Our second paper is under peer review, so stay tuned for details on that later.

Academic Integrity: Faculty Development Needs for Canadian Higher Education

This is the inaugural project associated with the D2L Innovation Guild. This project is the first of its kind in Canada. There has never before been a multi-institutional project, with representation from across multiple provinces, that has also partnered with industry in pursuit of a common unified goal with regards to academic integrity.

This collaborative, multi-institutional project included researchers from four Canadian provinces:

  • Sarah Elaine Eaton, PhD, Principal Investigator, University of Calgary
  • Katherine (Katie) Crossman, PhD, Co-Investigator and Study Coordinator, University of Calgary
  • Brenda M. Stoesz, PhD, Co-Investigator, University of Manitoba
  • Kim Garwood, PhD, Co-Investigator, University of Guelph
  • Amanda McKenzie, MA, Co-Investigator, University of Waterloo

We have publicly registered our project on the Open Science Framework. You can check out details about our project here.

You can check out our project brief, which is available as an open access report (Crossman et al., 2019). This project is now complete and we submitted our final reports to the D2L Innovation Guild Board on February 8, 2021.

Contract Cheating in Canada: National Policy Analysis

 This is an exciting project that I began developing in 2018. I wanted to create opportunities for Canadian researchers to do scholarly inquiry into contract cheating. I received mentorship from Dr. Tracey Bretag in the early stages of this project. She had led a team in Australia to conduct academic integrity policy research there. She coached me on how to conduct a similar project in Canada. As a result, I launched Contract Cheating in Canada: National Policy Analysis.

The specific objectives of this project are to:

  • Identify existing components of academic integrity policies and procedures related to contract cheating;
  • Identify gaps in existing academic integrity policies and procedures related to contract cheating;
  • Evaluate the policies and procedures against existing standards for post-secondary education policy (i.e., Australian Government: Tertiary Education Quality and Standards Agency (TEQSA), 2017; Higher Education Academy [HEA], 2011) with a focus on supports that have been developed for students and other campus stakeholders (Bretag et al., 2011);
  • Compare supports available for undergraduate students and graduate students; and
  • Develop and communicate recommendations for policy reform.
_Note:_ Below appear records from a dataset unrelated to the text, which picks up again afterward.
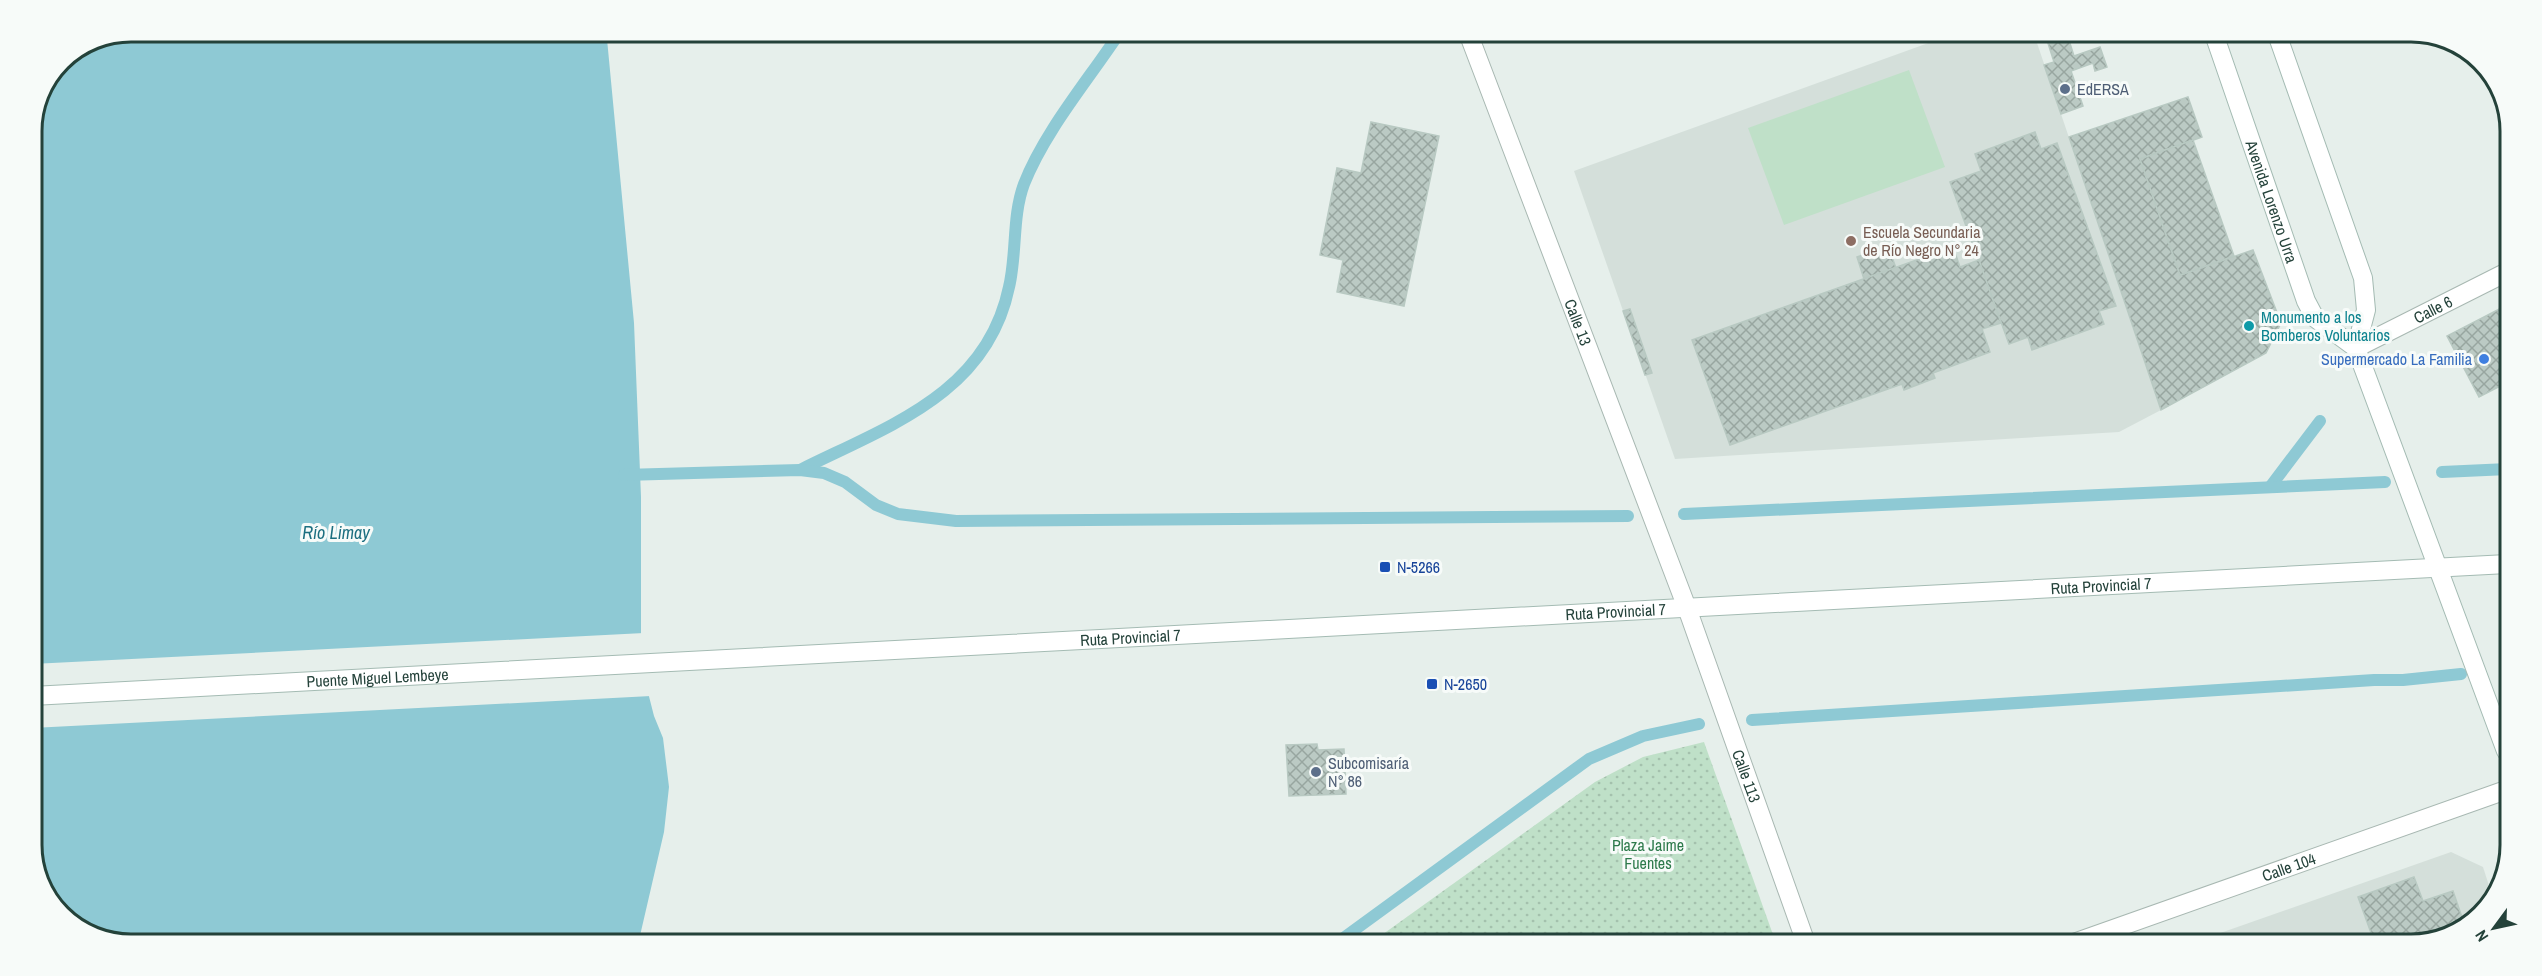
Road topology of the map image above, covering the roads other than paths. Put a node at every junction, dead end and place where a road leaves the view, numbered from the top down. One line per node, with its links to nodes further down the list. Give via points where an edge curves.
1 (1472, 42): 8 (street, Calle 13)
2 (2217, 42): 5 (street, Avenida Lorenzo Urra, via 2306,301 2323,325)
3 (2280, 42): 5 (street, via 2363,279 2366,310)
4 (2500, 276): 5 (street, Calle 6)
5 (2356, 348): 7 (street)
6 (2500, 564): 7 (street, Ruta Provincial 7)
7 (2438, 568): 8 (street, Ruta Provincial 7); 11 (street)
8 (1686, 608): 9 (street, Ruta Provincial 7); 13 (street, Calle 113)
9 (725, 660): 10 (street, Puente Miguel Lembeye)
10 (42, 695)
11 (2500, 735)
12 (2500, 792): 14 (street, Calle 104)
13 (1803, 934)
14 (2099, 934)

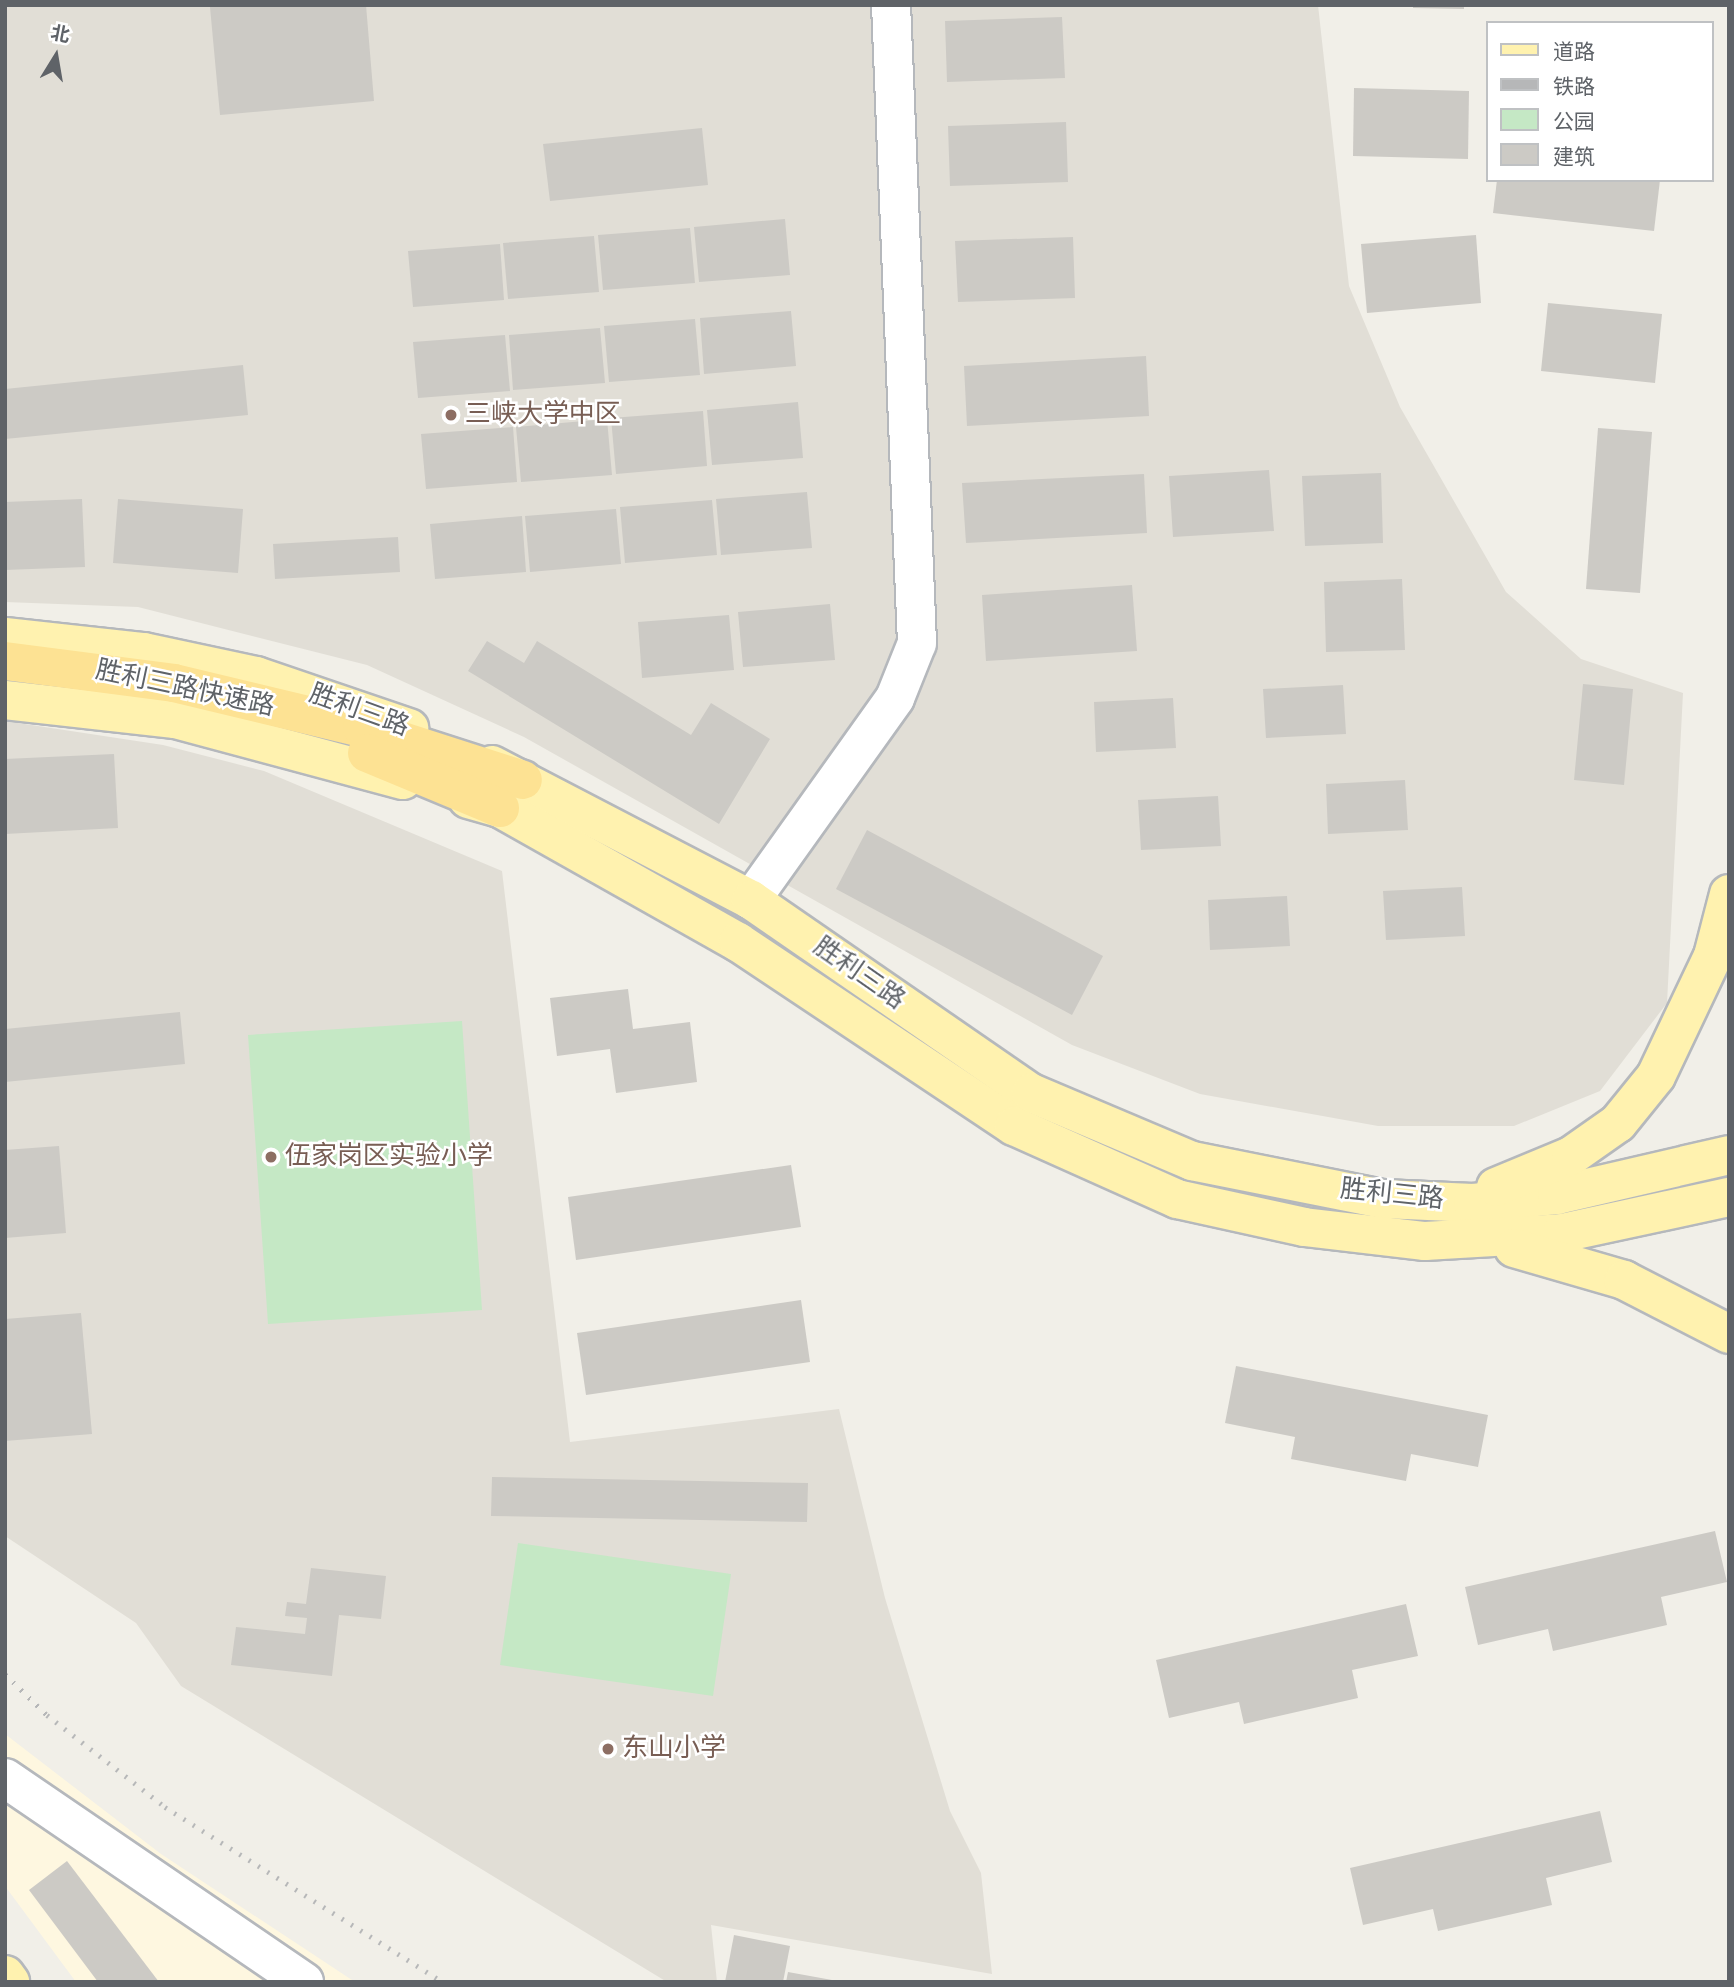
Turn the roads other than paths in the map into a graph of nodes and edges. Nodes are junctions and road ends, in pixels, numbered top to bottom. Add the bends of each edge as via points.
1 (891, 5) edge
2 (5, 637) edge
3 (5, 661) edge
4 (5, 681) edge
5 (5, 700) edge
6 (359, 738) junction
7 (512, 794) junction
8 (1729, 894) edge
9 (751, 900) junction
10 (1729, 1155) edge
11 (1729, 1198) edge
12 (1454, 1220) junction
13 (1729, 1334) edge
14 (5, 1778) edge
15 (5, 1975) edge
16 (10, 1982) edge
17 (304, 1982) edge

1 - 9 street via 917,643 895,698
2 - 7 main road, 胜利三路 via 144,652 256,676 369,710
3 - 6 highway, 胜利三路快速路 via 174,682
4 - 6 highway, 胜利三路快速路 via 172,702
5 - 7 main road, 胜利三路 via 175,719
6 - 7 highway
7 - 9 main road, 胜利三路
7 - 12 main road, 胜利三路 via 1014,1125 1063,1149 1177,1199 1304,1227
8 - 12 main road via 1685,1024 1656,1076 1618,1123 1571,1156
9 - 12 main road, 胜利三路 via 1031,1093 1107,1130 1192,1161 1383,1199
10 - 12 main road, 胜利三路
11 - 12 main road, 胜利三路 via 1562,1233
12 - 13 main road via 1624,1280
14 - 17 street
15 - 16 main road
This national project is sub-divided according to regions of Canada and types of post-secondary institutions (e.g., colleges and universities). Different teams have been involved with each of the smaller sub-projects, with individuals from a particular region studying the policies from their own regions.

We’ve already had some great publications out of this project, the most recent of which was published in Educational Policy.

Degrees of Deceit: A Study of Fake Degrees, Diploma Fraud and Counterfeit Credentials

I am working with Jamie Carmichael at Carleton University in Ottawa, Canada, on a project to better understand fake degrees and fraudulent credentials in Canadian higher education.

Check out our webinar recording about this work. Some very cool resources we have already produced out of this work include:

A slide deck from our webinar session.

Counterfeit Credentials: Top 13 Recommendations for Higher Education Professionals (Infographic)

Scholarships without Scruples (Infographic)

We are also working on an edited book on this topic. More details on that will be coming soon…

These aren’t all the projects I have on the go, just a few I wanted to highlight here. Feel free to get in touch about any of these projects. You know where to find me!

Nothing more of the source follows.